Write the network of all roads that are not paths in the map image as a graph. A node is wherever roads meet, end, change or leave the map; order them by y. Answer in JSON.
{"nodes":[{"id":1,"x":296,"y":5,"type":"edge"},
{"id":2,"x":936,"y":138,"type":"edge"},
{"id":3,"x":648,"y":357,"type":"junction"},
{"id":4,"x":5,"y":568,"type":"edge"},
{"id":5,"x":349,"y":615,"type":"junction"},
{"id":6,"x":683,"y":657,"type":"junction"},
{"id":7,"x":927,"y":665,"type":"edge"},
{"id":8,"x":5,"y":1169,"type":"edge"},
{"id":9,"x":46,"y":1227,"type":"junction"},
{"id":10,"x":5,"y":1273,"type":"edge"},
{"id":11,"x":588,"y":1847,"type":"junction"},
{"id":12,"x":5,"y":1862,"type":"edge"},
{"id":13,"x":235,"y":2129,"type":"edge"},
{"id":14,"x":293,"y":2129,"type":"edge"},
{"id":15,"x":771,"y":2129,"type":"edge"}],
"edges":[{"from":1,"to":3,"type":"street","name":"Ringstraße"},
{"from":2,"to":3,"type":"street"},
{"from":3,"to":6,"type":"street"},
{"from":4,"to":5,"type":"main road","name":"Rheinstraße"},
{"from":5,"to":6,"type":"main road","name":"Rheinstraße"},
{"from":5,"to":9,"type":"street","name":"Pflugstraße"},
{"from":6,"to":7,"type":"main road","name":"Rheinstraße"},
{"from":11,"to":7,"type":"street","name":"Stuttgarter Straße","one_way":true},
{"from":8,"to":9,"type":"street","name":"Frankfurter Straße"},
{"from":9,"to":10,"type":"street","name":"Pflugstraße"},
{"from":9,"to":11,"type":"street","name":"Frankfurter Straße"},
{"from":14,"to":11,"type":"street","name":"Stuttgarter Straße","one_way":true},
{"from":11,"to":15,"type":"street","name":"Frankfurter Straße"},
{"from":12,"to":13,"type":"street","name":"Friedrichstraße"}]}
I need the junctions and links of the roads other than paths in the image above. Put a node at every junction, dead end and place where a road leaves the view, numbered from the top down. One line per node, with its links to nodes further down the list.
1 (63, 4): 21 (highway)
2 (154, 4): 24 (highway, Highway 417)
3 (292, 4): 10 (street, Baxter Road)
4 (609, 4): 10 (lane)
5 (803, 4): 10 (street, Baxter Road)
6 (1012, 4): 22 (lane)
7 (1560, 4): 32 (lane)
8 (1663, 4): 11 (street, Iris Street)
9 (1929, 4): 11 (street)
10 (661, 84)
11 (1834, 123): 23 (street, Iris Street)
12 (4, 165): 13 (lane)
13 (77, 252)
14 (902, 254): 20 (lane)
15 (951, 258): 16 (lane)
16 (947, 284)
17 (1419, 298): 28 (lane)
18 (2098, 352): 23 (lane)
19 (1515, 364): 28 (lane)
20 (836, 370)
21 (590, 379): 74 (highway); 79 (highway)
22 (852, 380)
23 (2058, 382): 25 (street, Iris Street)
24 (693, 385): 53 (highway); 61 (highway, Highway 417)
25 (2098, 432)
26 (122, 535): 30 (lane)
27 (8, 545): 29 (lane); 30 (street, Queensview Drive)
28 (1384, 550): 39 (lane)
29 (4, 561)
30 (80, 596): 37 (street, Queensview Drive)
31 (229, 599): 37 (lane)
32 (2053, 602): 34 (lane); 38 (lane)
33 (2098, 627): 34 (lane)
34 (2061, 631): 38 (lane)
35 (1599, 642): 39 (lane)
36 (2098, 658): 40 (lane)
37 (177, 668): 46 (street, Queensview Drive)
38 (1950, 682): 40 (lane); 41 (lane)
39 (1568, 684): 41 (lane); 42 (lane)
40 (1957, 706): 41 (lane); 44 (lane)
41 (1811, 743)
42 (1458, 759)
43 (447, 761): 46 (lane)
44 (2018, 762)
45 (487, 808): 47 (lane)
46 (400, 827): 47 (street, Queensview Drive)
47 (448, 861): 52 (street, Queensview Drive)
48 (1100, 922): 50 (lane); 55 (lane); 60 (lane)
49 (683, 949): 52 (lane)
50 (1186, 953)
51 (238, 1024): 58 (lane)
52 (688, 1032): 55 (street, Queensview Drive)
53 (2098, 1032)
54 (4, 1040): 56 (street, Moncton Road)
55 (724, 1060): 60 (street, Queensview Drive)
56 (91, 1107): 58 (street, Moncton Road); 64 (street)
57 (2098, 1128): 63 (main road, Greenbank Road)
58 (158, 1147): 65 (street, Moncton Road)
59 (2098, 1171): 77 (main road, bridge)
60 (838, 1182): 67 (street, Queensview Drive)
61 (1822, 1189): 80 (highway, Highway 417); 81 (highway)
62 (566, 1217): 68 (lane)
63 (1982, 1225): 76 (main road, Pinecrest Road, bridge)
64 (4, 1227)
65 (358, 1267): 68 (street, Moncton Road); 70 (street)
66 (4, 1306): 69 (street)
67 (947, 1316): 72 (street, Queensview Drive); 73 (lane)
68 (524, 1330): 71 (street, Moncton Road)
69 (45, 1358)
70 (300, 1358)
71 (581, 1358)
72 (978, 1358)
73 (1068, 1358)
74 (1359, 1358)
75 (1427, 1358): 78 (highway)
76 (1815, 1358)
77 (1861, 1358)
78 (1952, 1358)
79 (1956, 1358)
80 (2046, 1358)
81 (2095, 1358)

▬▬▬▬▬▬

■ TASK ■
Only the lines holding "main" are wanted, so copy each of them from the material.

■ ANSWER TO THIS TASK ■
{"from":4,"to":5,"type":"main road","name":"Rheinstraße"},
{"from":5,"to":6,"type":"main road","name":"Rheinstraße"},
{"from":6,"to":7,"type":"main road","name":"Rheinstraße"},
57 (2098, 1128): 63 (main road, Greenbank Road)
59 (2098, 1171): 77 (main road, bridge)
63 (1982, 1225): 76 (main road, Pinecrest Road, bridge)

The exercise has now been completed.